Considerations for performance and scale

Using DPM in Azure to protect your Azure workloads also means that you need to pay for the additional resources consumed by DPM. This includes the VMs, the Azure disks used as backup storage, and Azure Backup for longer retention. IT administrators have the dual responsibility of providing a performant backup environment and of controlling the costs. With the pay-as-you-use model in Azure, it is possible to “right size” the DPM setup and grow your resources as you need them, without having the reserve capacity up front. This section delves deeper into the parameters that tune the performance and scale DPM in Azure.


Recommendations for better performance
DPM is an I/O-intensive application, and though it is not sensitive to latency, it consumes significant network bandwidth. It is therefore important that the right resources are made available to meet your backup needs. Here is a list of recommendations based on performance tests run with DPM in various configurations:

1. Use the Standard tier when creating a VM in which DPM will be installed. The IOPS per attached disk is higher for the Standard tier (500 IOPS) than for the Basic tier (300 IOPS).

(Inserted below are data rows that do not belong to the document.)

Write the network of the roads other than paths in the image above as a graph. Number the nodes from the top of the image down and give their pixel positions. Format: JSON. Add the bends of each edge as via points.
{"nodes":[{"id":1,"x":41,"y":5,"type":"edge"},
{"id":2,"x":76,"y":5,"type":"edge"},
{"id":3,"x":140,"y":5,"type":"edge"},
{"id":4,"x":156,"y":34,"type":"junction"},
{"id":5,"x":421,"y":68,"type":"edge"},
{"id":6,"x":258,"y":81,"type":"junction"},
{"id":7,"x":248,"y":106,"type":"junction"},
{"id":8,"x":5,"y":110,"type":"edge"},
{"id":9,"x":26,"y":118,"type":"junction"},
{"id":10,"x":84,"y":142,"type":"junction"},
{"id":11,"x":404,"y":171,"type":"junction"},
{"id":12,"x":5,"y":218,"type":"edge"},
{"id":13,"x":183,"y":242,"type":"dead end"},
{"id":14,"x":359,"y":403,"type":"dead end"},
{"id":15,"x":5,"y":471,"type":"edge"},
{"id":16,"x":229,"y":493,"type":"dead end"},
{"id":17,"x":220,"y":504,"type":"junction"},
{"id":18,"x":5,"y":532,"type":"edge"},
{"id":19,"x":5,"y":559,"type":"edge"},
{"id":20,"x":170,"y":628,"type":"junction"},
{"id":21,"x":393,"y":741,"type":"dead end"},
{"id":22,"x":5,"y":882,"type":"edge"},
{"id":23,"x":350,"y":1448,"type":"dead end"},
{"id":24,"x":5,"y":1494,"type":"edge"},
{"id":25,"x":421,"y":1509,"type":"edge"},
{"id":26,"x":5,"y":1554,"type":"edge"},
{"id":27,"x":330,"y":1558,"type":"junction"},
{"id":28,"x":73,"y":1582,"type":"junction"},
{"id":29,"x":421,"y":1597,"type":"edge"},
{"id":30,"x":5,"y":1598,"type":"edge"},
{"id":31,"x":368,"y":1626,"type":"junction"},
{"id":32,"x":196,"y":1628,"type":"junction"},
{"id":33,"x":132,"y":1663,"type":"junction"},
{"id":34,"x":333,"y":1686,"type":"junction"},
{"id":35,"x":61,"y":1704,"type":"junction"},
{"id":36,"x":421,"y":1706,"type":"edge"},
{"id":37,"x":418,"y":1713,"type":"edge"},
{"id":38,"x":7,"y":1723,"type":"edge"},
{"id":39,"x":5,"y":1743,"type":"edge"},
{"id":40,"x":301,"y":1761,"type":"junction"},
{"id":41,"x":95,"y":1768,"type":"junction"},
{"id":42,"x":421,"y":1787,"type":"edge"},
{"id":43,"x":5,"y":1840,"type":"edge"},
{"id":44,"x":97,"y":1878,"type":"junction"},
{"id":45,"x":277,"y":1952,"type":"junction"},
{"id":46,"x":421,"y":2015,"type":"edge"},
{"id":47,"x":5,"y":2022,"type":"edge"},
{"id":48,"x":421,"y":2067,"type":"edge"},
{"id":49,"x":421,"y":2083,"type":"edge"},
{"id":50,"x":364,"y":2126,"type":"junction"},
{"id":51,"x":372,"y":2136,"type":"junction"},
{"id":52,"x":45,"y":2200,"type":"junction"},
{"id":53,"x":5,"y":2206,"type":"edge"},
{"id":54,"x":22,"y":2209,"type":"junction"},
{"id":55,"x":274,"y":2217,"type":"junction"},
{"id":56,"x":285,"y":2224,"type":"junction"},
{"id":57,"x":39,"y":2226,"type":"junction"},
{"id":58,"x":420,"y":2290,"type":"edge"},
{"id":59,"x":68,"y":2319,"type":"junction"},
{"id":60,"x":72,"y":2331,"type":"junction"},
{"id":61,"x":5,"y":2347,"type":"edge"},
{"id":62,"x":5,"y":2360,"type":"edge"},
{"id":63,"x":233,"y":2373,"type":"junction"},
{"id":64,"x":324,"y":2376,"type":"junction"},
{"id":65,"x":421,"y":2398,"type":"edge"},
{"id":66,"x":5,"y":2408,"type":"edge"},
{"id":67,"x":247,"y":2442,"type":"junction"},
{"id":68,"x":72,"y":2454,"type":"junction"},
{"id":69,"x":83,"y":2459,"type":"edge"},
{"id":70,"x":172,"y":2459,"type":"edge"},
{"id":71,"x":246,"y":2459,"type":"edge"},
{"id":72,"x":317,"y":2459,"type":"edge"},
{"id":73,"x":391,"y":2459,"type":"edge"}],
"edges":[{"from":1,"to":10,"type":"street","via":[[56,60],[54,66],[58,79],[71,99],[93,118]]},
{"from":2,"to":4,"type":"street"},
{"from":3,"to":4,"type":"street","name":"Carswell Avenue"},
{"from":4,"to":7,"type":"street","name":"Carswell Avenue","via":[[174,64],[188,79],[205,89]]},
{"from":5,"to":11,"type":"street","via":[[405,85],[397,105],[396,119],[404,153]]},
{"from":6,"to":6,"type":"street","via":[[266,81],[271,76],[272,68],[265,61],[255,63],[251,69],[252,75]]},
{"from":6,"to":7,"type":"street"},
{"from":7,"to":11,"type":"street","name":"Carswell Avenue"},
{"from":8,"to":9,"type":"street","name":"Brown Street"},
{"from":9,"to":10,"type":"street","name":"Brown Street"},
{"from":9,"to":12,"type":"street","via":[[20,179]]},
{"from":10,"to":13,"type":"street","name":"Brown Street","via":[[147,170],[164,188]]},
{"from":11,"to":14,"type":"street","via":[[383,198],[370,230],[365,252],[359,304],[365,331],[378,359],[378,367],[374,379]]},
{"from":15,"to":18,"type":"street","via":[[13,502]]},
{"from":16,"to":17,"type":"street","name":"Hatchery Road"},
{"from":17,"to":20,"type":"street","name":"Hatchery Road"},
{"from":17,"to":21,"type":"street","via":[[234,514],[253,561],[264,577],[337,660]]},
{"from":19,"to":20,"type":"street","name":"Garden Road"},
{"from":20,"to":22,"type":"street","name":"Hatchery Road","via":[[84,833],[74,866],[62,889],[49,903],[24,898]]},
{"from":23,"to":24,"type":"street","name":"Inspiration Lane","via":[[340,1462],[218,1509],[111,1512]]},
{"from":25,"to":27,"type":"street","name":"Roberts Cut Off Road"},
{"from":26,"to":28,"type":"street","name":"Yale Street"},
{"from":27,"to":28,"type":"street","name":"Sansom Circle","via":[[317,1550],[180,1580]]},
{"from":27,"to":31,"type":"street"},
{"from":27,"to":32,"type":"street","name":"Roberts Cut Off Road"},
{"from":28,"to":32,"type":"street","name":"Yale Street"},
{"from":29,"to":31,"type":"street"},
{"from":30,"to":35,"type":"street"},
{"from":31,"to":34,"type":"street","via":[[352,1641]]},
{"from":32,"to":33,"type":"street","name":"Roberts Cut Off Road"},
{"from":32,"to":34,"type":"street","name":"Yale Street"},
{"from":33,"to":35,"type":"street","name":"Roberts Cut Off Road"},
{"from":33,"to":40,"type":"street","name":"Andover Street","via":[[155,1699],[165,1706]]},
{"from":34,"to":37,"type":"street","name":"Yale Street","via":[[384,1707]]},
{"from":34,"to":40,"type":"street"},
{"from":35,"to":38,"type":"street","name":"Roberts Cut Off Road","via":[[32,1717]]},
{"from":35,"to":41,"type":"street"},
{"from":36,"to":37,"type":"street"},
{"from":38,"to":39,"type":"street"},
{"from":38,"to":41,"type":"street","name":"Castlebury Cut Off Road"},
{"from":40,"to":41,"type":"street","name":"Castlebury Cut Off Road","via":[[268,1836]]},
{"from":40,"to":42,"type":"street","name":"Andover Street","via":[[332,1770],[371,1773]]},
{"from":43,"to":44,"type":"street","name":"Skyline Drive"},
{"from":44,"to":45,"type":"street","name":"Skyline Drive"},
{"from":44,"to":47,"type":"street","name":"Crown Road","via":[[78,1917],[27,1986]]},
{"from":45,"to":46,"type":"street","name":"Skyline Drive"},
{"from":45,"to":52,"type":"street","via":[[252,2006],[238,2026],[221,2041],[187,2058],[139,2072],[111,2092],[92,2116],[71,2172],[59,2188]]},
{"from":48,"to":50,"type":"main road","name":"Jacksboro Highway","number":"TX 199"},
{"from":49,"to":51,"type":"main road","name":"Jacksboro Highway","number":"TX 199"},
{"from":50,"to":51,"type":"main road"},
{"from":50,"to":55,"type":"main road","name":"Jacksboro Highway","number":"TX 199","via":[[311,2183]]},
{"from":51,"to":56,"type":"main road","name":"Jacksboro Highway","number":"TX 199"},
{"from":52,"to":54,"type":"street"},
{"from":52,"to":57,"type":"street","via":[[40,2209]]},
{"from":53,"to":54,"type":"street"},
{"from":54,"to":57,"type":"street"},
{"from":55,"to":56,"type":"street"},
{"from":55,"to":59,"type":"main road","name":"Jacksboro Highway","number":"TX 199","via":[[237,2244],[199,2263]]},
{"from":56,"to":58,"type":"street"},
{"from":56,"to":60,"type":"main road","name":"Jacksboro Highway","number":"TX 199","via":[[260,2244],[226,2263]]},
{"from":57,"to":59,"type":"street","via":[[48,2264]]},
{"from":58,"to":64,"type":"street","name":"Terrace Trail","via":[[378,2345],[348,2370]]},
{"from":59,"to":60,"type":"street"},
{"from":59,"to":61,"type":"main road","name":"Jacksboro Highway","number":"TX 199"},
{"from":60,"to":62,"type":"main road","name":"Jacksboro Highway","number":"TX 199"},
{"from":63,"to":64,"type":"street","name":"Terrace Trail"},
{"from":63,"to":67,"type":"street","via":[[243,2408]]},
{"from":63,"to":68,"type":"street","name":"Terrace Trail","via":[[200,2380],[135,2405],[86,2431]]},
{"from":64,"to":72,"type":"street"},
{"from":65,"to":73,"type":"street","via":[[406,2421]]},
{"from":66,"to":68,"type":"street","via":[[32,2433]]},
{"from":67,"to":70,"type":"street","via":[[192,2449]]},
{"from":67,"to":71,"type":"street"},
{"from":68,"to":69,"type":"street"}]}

2. Do not use the same storage account for the DPM disks and the disks attached to the production VMs. Azure places a limit of 20,000 IOPS per storage account. If the data to be backed up is read and written to the same storage account, you have effectively halved the IOPS available from the storage account to the workloads or DPM.

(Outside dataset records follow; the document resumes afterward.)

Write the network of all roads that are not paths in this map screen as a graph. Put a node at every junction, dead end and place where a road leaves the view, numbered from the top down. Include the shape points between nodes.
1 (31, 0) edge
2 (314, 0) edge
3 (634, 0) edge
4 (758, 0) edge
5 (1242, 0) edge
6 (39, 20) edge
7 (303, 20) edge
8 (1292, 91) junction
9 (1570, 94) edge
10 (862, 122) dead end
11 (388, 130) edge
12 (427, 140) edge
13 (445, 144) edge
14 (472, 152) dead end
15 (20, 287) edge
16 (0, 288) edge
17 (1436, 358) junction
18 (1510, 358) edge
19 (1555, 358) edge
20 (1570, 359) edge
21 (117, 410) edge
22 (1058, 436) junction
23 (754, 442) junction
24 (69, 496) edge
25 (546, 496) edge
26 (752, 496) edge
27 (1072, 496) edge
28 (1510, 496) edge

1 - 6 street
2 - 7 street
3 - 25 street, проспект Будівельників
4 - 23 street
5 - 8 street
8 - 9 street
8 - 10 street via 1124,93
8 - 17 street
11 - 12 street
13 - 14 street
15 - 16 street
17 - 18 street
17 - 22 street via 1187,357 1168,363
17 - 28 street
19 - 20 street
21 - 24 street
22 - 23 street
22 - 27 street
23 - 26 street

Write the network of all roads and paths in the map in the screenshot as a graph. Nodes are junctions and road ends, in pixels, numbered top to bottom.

3. The minimum VM size should be A2 with 3.5 GB of RAM. DPM needs at least 2 GB of RAM to work correctly, and A2 is the smallest VM size where the RAM is greater than 2 GB.

4. Since DPM and the workloads are in the same region, there is no network egress cost incurred during backup or restore.


Scaling up vs. scaling out
DPM in Azure supports both scale out and scale up. This section provides guidance on when to scale up and when to scale out.

Scaling up your DPM setup deals primarily with the need for more backup storage. Different VM sizes in Azure support a different number of attached virtual disks. Given that the maximum possible size of an Azure disk is just shy of 1 terabyte (TB), each VM size has a limited amount of storage that can be used as directly attached virtual disks.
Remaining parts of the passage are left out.